Skala zniszczenia, której doświadcza świat w tej powieści, mocno mnie zaskoczyła. Być może w Zakonie była wzmianka o tym, że kilka wieków wcześniej zło próbowało się przebudzić – jest to nawet całkiem prawdopodobne – jednak chyba nie po to pokazuje się w jednej powieści ogromny kryzys, by potem w powieści rozgrywającej się wcześniej pokazać… kryzys znacznie większy? Ludność całego kontynentu zostaje zdziesiątkowana; miasta zostają zmiecione z powierzchni ziemi… poziom pokazywanego mimochodem gore mnie zaskoczył i trochę zniechęcił, nie lubię takiej eskalacji, szczególnie gdy się jej nie spodziewam – a po prequelu spodziewałam się właśnie historii bardziej minimalistycznej niż to, co dostarczył Zakon drzewa pomarańczy, opowieści wciśniętej gdzieś między historyczne zapiski, czegoś, co buduje przyszłość już nam znaną, ale zrobi to subtelnie. Dzień nastania nocy takie elementy owszem, zawiera, ale na pierwszy plan wybija się coś innego.
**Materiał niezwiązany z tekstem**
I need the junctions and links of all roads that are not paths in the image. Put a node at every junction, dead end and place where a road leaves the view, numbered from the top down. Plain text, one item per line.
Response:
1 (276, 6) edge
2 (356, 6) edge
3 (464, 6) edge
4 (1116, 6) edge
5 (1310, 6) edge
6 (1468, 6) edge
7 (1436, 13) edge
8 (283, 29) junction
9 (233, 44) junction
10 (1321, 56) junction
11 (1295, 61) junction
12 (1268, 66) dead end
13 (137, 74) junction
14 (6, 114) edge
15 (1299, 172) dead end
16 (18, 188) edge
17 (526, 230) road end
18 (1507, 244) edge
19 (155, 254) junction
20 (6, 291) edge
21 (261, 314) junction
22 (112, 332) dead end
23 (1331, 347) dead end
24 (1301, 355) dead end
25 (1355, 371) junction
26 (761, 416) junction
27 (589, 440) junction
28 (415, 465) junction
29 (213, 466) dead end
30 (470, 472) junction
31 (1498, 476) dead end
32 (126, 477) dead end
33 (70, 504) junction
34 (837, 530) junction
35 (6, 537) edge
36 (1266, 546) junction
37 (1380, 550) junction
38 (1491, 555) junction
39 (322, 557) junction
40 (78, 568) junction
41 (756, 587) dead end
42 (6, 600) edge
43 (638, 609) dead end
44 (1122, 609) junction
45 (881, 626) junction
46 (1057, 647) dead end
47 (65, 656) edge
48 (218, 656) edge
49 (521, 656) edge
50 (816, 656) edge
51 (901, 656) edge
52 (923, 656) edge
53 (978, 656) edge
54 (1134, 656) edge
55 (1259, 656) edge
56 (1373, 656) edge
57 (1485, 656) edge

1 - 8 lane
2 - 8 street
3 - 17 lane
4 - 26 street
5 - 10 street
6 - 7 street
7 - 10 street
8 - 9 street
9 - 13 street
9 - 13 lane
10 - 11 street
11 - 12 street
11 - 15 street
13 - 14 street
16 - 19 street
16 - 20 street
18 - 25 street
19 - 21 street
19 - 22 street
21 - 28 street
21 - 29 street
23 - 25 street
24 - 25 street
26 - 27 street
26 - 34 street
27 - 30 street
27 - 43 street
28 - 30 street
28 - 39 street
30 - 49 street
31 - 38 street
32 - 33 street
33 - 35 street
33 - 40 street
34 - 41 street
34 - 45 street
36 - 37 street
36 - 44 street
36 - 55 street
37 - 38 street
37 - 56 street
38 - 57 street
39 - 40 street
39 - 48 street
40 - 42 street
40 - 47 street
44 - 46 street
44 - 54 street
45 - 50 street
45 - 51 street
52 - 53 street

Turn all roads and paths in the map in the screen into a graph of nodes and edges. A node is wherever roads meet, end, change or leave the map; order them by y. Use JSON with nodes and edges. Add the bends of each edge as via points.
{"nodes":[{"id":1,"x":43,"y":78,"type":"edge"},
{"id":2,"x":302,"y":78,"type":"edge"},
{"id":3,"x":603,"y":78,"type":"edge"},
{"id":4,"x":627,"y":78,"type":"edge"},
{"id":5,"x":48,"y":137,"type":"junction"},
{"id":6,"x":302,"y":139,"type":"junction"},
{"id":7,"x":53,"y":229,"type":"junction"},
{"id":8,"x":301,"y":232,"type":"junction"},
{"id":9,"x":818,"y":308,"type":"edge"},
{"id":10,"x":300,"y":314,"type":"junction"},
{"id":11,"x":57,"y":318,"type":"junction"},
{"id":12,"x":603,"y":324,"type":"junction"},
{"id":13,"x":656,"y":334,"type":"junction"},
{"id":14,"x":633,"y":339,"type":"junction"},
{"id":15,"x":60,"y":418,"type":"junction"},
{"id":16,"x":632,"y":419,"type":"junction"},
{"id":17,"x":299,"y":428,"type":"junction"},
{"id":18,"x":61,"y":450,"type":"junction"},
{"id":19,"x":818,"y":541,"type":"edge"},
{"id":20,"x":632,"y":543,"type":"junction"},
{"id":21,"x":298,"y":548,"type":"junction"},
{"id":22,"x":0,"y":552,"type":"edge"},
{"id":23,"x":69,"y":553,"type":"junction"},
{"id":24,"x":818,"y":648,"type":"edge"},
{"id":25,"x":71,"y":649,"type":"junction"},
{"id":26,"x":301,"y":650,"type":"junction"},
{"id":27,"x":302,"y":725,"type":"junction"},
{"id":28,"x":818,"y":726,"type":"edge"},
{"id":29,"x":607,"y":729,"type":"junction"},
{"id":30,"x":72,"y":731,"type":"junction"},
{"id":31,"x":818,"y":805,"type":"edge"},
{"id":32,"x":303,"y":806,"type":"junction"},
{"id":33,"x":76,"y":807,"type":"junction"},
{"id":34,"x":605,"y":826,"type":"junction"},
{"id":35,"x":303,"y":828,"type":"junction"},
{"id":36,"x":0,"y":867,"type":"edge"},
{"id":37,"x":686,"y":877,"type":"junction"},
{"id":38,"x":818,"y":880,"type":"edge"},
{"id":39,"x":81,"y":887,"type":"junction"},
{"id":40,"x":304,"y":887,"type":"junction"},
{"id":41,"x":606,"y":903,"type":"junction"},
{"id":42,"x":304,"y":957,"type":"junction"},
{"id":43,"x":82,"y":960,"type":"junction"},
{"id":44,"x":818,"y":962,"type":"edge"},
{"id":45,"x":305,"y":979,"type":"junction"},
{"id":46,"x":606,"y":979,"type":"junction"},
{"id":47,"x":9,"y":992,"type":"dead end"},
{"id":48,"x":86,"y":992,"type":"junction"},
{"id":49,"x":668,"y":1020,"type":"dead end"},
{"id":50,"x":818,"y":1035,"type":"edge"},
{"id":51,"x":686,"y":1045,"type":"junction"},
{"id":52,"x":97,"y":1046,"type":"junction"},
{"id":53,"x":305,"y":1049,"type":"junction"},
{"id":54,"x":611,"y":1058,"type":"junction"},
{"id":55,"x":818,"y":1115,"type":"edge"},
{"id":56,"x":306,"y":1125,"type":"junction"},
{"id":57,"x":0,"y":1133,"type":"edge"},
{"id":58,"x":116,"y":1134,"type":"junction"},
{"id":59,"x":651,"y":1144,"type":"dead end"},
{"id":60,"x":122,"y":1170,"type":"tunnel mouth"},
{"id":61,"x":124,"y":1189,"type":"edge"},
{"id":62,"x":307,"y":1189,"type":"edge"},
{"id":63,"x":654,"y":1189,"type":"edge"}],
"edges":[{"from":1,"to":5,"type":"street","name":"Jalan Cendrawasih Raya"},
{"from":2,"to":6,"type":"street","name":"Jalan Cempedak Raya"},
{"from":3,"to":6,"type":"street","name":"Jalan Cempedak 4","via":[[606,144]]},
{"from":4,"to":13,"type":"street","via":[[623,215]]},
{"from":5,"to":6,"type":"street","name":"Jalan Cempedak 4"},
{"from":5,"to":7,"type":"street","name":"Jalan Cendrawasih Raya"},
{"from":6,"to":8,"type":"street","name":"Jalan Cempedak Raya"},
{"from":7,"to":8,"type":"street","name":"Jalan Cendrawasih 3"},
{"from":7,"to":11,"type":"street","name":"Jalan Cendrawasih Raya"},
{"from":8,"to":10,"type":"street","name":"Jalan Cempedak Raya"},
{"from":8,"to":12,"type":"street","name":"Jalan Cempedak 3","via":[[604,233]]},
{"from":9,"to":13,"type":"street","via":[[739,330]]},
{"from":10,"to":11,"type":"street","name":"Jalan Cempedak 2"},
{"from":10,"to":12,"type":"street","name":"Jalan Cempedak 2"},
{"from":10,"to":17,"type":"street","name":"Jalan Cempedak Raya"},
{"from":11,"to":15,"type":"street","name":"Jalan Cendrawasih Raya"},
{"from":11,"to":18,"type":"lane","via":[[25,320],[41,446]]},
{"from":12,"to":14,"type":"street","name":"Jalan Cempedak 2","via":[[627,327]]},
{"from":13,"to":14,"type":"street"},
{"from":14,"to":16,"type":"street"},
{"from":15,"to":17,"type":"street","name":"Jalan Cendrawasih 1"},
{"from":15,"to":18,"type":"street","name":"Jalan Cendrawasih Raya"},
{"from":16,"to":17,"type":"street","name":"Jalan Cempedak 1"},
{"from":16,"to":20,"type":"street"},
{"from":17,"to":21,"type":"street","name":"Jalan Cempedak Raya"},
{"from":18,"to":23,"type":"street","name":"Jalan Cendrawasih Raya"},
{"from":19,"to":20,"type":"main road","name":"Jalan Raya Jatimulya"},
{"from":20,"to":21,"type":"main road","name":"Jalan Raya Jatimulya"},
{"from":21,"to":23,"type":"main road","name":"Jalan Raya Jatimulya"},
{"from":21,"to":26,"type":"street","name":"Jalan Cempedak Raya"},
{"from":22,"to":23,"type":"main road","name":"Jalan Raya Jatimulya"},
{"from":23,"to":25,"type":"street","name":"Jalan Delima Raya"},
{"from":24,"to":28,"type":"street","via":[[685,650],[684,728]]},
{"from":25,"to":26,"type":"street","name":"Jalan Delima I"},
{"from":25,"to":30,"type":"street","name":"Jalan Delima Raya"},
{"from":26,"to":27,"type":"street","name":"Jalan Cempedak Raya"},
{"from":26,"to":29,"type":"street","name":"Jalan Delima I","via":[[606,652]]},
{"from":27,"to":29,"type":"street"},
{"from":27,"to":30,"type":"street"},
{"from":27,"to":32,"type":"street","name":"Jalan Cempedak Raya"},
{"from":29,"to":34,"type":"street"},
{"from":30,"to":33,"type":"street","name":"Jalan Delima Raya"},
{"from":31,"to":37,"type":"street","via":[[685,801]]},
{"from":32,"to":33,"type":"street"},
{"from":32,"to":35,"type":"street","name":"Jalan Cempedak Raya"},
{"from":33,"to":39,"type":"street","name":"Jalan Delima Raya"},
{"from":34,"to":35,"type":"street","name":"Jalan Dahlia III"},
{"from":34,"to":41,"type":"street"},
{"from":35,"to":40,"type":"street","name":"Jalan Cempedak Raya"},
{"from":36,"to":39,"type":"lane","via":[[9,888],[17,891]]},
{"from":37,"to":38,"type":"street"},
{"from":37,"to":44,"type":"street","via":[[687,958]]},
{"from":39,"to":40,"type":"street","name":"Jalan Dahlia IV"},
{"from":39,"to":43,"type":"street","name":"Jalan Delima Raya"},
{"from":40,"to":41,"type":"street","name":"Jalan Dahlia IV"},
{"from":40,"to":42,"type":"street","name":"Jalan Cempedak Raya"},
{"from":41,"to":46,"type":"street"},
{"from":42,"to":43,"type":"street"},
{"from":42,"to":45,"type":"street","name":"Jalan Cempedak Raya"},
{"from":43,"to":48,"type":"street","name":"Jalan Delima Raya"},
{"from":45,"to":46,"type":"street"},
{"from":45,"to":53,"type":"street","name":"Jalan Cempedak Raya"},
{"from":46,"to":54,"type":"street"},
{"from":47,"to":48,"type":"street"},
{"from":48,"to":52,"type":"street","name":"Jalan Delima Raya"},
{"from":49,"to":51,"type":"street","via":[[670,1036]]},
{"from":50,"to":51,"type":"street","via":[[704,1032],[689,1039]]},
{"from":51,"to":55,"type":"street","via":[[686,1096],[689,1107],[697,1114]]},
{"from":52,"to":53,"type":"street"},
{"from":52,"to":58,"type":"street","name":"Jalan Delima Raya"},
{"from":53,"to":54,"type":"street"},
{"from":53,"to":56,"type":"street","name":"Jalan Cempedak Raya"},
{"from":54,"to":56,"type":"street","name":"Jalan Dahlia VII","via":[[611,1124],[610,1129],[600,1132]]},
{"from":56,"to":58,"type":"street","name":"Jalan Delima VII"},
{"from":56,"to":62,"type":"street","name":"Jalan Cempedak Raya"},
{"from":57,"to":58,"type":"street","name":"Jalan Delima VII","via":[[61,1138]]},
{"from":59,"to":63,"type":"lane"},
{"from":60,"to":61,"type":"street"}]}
Bardzo chciałam zakochać się w tej powieści, ale niestety mi się to nie udało. Mając ciągle w pamięci fenomenalny Zakon drzewa pomarańczy, nastawiłam się być może za bardzo na coś, co będzie tym samym pod względem tonu i światotworzenia, ale zaskoczy mnie treścią – niestety jednak Dzień nastania nocy jest również tak treścią zbliżony do pierwszej powieści, że lektura mnie nudziła i zajęła o wiele więcej czasu, niż miałam zamiar jej poświęcić. Momentami miałam wrażenie, że autorka balansuje na krawędzi autoplagiatu, tak podobne do tego, co znam z Zakonu, były niektóre opisy i pomysły – nie pomagał również fakt, że powtarzały się nazwiska wielu postaci, co pewnie miało budować ciągłość, ale budowało głównie poczucie, że w tym świecie nic się nie zmienia.
Ponownie mamy do czynienia z kilkoma perspektywami z różnych stron świata powieści. Dzień nastania nocy opowiada przede wszystkim o Glorian, księżniczce Inys, dalekiej przodkini Sabran, panującej w czasie akcji Zakonu drzewa pomarańczy. Kilkunastoletnia następczyni tronu mierzy się z presją – czeka ją małżeństwo i spełnienie podstawowego obowiązku, czyli urodzenie kolejnej członkini dynastii, bo to właśnie dynastia królowych jest zabezpieczeniem przed powrotem Bezimiennego. Nawet mocniej niż w Zakonie wybrzmiewa tu motyw cielesnej autonomii, ale cóż z tego, że Glorian się buntuje, skoro dobrze wiemy, że urodzi, a potem Sabran urodzi, i potem tak jeszcze długo. To jest chyba największy problem prequeli – nie są w stanie zaskoczyć ani wejść w naprawdę mocną grę z ważnym motywem, kiedy został on już wcześniej/później wykorzystany. Wiedza, jak się wątek zakończy, sprawia, że wydaje się on w zasadzie zbędny. Po co znów opowiadać nam o królowych Inys? Wszystko już o nich wiemy.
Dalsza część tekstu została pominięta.